Well, to pe precise, I just got *one* people answering me kindly, and it was Dan Kegel, whom I thank very much for its support. I tried also to ask Huw both in irc AND by mail, but no answer at all, even not a simple "sorry, no time for that".
So, please, don't tell me that I didn't ask or I didn't want to follow the right way, that's plain wrong, and you'll see it if you loose some time reading *all* posts on wine-devel about.
2) My design started with Jesse's one, right, then tried to merge Huw's one, because somebody told me that Huw's was the "right accepptable" design.
After loosing some time on it, and "without any feedback" from Huw nor Alexandre, besides one laconic "I don't think a multi-author stuff is accepptable", and after loosing most of time to keep my ongoing driver in sync with wine, I had to give up with that solution and think about a new one.
The *only* people involved with former designs that spoke to me was Jesse Allen, and I appreciated that really. After the laconic comment above, I lost about one week splitting the engine by author's commits.

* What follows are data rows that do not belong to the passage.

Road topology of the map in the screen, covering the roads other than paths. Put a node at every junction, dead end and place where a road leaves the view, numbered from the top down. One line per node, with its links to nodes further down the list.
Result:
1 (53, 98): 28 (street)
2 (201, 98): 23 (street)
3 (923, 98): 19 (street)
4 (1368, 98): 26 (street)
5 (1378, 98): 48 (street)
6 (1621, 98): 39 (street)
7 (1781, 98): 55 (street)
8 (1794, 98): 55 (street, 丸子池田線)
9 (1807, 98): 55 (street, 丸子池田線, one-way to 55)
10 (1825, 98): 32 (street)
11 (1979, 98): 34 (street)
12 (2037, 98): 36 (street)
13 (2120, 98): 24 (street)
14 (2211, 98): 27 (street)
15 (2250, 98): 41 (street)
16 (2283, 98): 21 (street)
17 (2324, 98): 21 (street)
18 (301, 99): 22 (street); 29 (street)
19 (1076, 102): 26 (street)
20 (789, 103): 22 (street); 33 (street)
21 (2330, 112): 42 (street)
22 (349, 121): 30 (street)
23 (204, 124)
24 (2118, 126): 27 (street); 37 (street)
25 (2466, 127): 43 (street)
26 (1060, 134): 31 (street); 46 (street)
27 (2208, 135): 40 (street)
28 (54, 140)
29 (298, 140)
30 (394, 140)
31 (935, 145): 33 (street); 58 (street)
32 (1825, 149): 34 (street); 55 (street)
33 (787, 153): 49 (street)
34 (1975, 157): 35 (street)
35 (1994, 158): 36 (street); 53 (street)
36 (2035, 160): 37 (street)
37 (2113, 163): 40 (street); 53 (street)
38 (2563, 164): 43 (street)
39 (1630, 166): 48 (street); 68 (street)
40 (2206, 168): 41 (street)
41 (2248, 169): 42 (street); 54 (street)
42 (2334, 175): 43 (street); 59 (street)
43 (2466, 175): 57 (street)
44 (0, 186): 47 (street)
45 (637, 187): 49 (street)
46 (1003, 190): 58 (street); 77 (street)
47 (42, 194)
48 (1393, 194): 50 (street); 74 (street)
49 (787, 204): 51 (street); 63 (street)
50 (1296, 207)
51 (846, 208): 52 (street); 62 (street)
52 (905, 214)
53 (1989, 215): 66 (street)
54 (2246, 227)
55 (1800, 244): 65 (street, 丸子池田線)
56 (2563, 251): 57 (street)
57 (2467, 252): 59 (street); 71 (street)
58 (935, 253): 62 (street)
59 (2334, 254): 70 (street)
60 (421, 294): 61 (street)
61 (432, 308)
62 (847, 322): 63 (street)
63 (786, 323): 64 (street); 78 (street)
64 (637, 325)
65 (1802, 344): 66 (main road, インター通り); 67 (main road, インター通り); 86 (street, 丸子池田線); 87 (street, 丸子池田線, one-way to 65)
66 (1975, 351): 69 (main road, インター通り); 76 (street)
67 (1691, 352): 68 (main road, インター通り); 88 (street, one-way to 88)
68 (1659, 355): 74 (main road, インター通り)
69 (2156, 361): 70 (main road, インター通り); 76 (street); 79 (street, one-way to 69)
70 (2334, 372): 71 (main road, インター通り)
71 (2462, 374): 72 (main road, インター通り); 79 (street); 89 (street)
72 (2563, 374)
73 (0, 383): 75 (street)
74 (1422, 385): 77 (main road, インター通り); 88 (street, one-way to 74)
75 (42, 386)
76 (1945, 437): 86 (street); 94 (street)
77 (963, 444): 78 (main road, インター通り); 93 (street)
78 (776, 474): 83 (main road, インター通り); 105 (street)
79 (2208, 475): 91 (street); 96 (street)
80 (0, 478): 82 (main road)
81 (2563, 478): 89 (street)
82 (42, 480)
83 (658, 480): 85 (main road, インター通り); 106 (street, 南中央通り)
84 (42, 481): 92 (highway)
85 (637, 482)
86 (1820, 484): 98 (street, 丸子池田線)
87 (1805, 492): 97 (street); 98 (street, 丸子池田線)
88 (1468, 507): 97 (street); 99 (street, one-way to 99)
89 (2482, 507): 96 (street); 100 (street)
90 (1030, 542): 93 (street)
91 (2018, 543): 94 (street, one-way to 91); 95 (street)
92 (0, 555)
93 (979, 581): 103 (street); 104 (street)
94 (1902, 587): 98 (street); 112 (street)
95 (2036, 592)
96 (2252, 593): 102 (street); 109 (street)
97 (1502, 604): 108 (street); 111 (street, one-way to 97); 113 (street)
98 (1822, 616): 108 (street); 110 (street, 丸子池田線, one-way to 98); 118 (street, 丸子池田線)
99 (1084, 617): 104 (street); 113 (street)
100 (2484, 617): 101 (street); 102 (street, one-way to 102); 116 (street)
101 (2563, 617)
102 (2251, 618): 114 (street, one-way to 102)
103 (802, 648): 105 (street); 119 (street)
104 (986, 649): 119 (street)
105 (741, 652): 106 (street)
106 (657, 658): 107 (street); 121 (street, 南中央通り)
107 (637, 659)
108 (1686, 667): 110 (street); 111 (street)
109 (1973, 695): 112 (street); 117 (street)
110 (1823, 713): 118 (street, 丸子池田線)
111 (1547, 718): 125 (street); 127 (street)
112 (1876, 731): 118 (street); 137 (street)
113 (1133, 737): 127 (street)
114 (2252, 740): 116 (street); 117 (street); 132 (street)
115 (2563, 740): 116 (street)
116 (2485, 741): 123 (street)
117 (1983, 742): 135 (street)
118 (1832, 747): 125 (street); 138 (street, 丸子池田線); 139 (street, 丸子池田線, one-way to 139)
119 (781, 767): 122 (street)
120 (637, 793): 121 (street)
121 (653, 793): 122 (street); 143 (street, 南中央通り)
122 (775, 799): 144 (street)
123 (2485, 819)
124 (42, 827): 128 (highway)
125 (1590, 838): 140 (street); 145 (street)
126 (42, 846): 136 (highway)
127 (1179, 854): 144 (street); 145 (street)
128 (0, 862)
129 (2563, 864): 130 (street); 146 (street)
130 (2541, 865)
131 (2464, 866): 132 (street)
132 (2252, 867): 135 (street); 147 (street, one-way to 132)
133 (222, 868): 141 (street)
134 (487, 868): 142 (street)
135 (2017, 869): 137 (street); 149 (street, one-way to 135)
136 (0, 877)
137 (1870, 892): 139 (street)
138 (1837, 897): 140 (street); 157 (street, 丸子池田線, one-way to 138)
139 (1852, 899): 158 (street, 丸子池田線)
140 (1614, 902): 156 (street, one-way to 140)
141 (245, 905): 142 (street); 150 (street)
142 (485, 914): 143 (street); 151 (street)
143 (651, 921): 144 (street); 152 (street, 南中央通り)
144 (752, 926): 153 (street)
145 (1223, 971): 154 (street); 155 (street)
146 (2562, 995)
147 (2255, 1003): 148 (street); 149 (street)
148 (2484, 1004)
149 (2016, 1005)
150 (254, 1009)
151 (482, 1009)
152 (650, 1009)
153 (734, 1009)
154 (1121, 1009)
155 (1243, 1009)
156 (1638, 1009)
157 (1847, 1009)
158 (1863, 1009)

That was a large work, because I rewrote most of the code, but, as that was the *only* comment got so far, I was hoping that doing so I could rise the hope to see the engine inside wine.
Keep in mind that also in previous works I DID KEEP the original copyrights inside code, even when there was just a code line from original author.
3) At the end, tired of having to loose 80% time to rebase the engine and 20% time to improve it, and after getting to the conclusion that Huw's approach wasn't the best one (also well explained in mailing lists), I decided to start over with a brand new design.
So, again, please don't tell me that I ignored the long, hard part of the job.
It I should say that all, your "long, hard part of the job" contained almost as many bugs as code lines.
So, please again, *before* look at code, *then* comment.
The only part I kept from original Huw's design is the line drawing functions, and also those hardly patched and corrected.
4) If you'd be honest, you'd have reported ALL the content of my "too much work" comments. Those were referred to "too much work in hopeless tasks", which was the true stuff.
I don't code for job, nor I want to do it. I code for fun, because I like Linux and I like wine.
I've made small contributions since many years. That said, I, and I guess I'm not alone, don't like to loose my time, even if it's for fun. If I make a patch which is rejected with a *good* reason, I can try to improve it and to repost it; if the patch gets rejected because "it's not right", "it's a pain to review", "it's too commented" (yep, I got also that one.....), I simply keep it on my tree and go on.
5) The DIB engine was an effort for a stuff I needed, and taken further because it seemed to me that many people were interested about. It's not a "wonder patch" (never said that, but, again, you should just read mailing lists...), it's not perfect, it's not complete.
But, it works. On most apps, and is passing all (well, all -1 because lack of time lately) tests of wine suite.
It makes some apps simply usable, point. It's not a code masterpiece, nor it wants to be.
it's fixing a long standing bug to some extent, and it will do it 100% given enough time.
It's an *unpaid* work of 1 people for some monthes. If I should value it's time on my current's job time, you'd be surprised by the amount.
6) I don't know much about Codeweavers, just that they offer good compatibility for many important apps, and I appreciate it... And I find it right that thay earn money on it. Opensource doesn't mean "for free", of course.
I don't even know if a DIB engine is embedded in crossover products, nor it's important to me.
NOR I hope about a fork of wine project. We've got enough forks on Linux/unix, sometimes that's good, most times it's a bad stuff, too many resources are lost on it.